YOUR GOAL => Every line in the data below that includes "Dolný" belongs in the answer, copied as it stands.

SUPPLIED MATERIAL =>
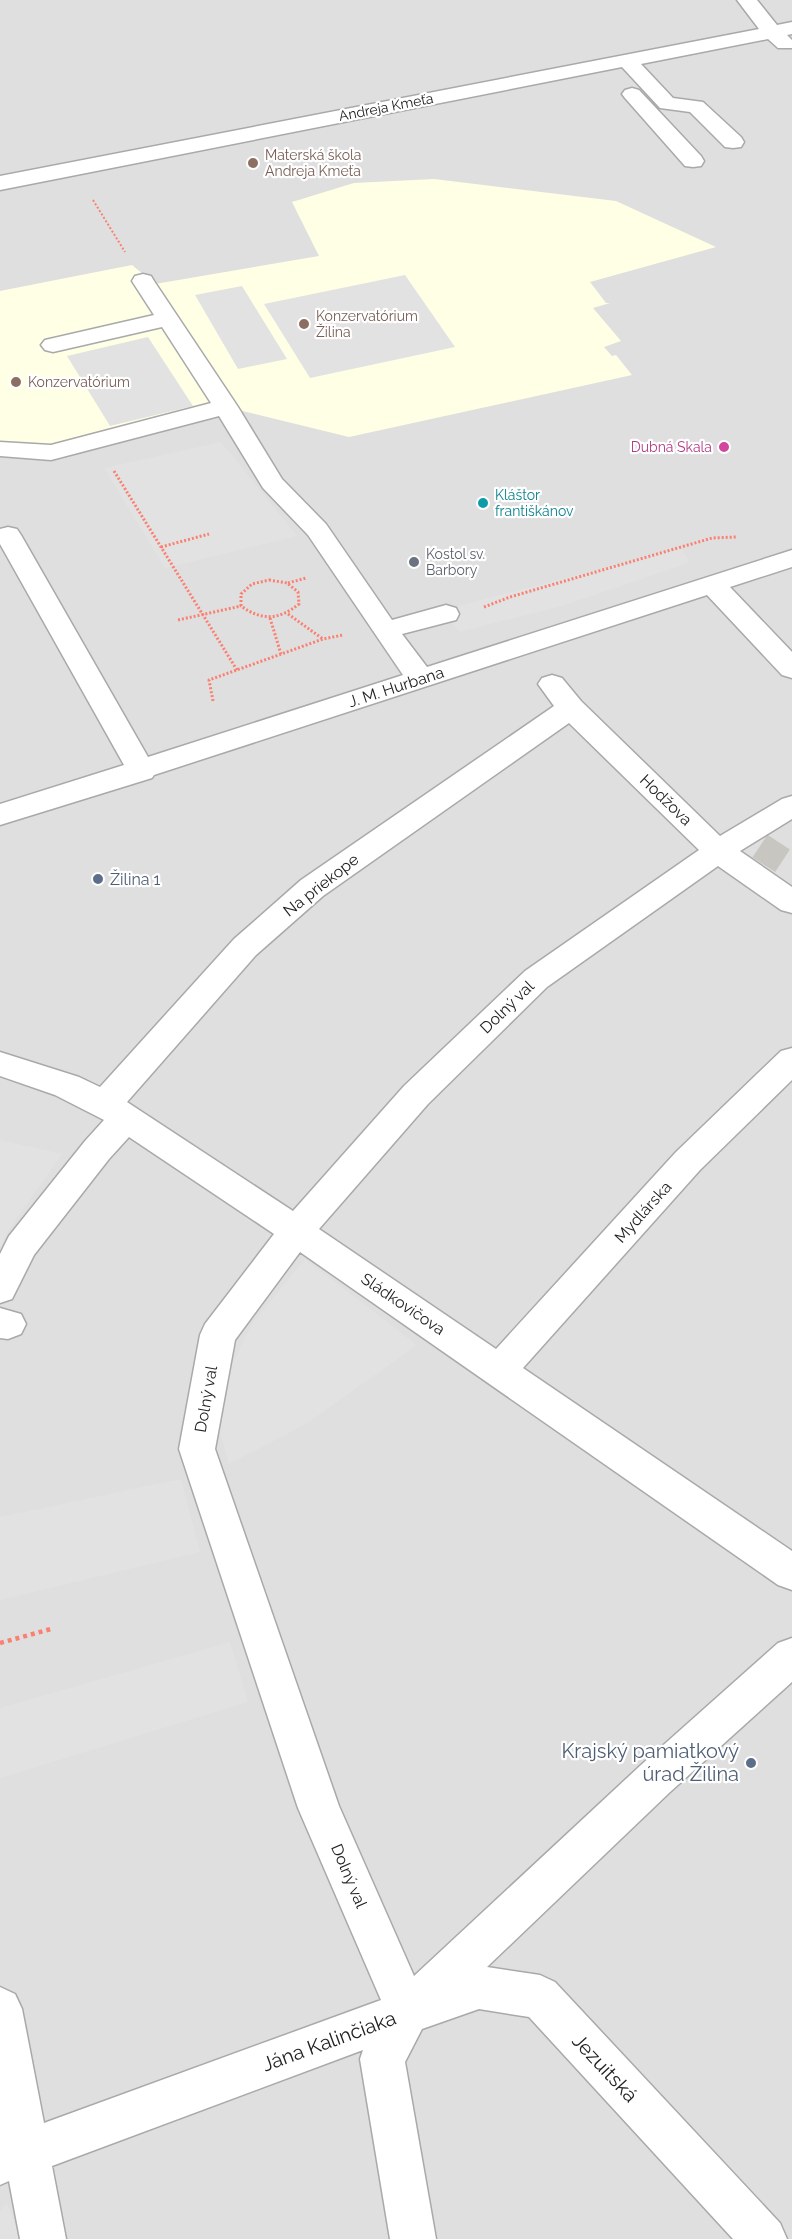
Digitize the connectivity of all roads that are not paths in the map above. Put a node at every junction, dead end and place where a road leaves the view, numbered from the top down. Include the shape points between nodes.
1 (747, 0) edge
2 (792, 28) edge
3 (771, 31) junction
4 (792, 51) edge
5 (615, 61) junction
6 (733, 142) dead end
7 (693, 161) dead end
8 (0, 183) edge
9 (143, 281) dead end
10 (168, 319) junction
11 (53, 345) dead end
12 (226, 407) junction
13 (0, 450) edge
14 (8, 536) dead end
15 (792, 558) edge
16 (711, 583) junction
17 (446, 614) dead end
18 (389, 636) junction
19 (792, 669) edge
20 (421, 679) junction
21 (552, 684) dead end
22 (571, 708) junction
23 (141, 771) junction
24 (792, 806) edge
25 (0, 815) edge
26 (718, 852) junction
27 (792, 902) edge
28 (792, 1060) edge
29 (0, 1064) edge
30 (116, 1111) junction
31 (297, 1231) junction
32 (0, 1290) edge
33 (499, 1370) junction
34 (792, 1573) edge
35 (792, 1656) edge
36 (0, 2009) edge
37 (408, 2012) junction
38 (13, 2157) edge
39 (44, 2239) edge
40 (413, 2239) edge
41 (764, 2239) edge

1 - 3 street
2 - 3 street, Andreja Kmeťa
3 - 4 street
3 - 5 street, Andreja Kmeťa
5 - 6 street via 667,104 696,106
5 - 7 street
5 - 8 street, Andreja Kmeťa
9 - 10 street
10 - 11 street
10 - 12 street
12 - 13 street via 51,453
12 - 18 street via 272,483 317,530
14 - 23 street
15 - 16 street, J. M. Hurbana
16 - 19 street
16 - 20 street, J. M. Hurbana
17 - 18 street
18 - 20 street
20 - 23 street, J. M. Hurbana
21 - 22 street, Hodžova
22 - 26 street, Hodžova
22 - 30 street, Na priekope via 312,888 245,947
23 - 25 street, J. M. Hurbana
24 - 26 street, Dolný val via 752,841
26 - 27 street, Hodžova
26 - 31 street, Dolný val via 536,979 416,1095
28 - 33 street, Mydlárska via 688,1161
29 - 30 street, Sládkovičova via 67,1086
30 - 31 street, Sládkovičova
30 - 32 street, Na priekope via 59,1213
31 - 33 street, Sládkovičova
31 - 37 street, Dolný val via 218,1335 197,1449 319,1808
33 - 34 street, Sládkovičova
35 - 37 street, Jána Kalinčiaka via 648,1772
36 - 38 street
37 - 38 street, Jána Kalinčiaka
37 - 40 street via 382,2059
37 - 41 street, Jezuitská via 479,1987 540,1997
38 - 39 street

---

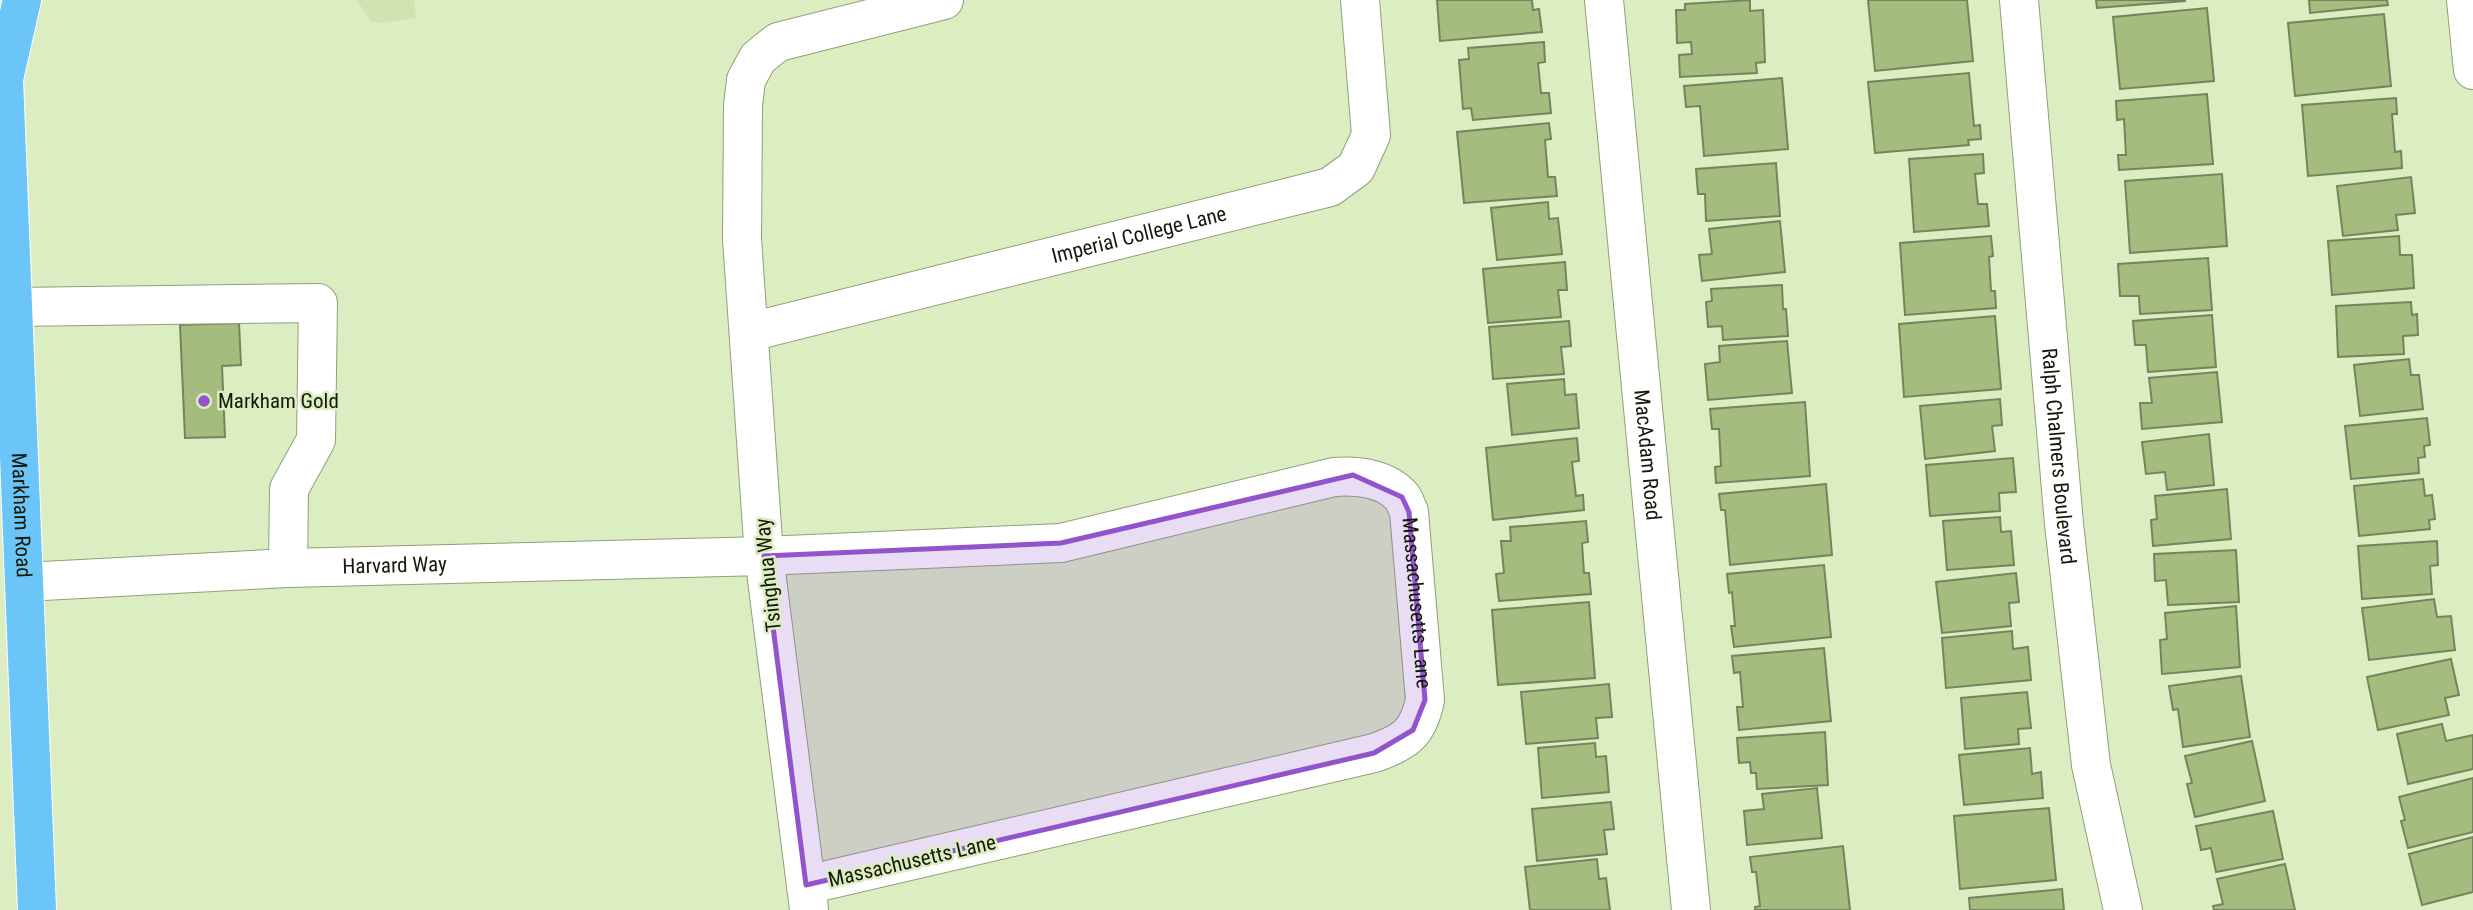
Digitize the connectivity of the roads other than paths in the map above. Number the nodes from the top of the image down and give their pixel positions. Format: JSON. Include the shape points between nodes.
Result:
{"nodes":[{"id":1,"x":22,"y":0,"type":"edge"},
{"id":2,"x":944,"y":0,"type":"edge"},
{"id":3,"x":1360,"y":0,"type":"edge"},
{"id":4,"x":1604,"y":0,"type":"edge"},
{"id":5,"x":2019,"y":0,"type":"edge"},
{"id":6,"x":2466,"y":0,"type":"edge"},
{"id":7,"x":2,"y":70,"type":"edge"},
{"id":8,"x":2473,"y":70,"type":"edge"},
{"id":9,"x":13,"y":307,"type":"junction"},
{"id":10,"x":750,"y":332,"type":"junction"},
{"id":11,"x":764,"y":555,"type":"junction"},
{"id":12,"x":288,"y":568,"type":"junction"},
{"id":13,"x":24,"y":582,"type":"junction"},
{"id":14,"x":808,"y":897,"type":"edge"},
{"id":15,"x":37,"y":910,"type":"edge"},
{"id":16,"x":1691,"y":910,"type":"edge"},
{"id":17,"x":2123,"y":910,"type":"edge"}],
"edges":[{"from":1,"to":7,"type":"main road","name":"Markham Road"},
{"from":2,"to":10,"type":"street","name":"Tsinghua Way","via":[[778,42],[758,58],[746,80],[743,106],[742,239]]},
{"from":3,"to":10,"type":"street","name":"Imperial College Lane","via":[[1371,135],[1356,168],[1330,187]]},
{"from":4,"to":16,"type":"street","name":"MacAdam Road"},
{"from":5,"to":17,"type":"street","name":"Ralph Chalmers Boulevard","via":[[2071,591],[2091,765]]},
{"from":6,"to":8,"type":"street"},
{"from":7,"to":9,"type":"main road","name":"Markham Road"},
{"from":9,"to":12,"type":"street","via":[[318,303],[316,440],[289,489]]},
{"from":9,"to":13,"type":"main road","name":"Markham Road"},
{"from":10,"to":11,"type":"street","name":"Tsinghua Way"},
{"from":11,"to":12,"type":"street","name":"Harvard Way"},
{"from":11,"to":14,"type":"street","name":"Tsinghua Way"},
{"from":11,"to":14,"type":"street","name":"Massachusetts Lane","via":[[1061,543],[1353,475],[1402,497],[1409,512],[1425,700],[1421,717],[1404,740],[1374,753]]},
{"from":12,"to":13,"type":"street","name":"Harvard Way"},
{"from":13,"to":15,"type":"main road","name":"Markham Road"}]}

RESULT OF THIS EXERCISE =>
24 - 26 street, Dolný val via 752,841
26 - 31 street, Dolný val via 536,979 416,1095
31 - 37 street, Dolný val via 218,1335 197,1449 319,1808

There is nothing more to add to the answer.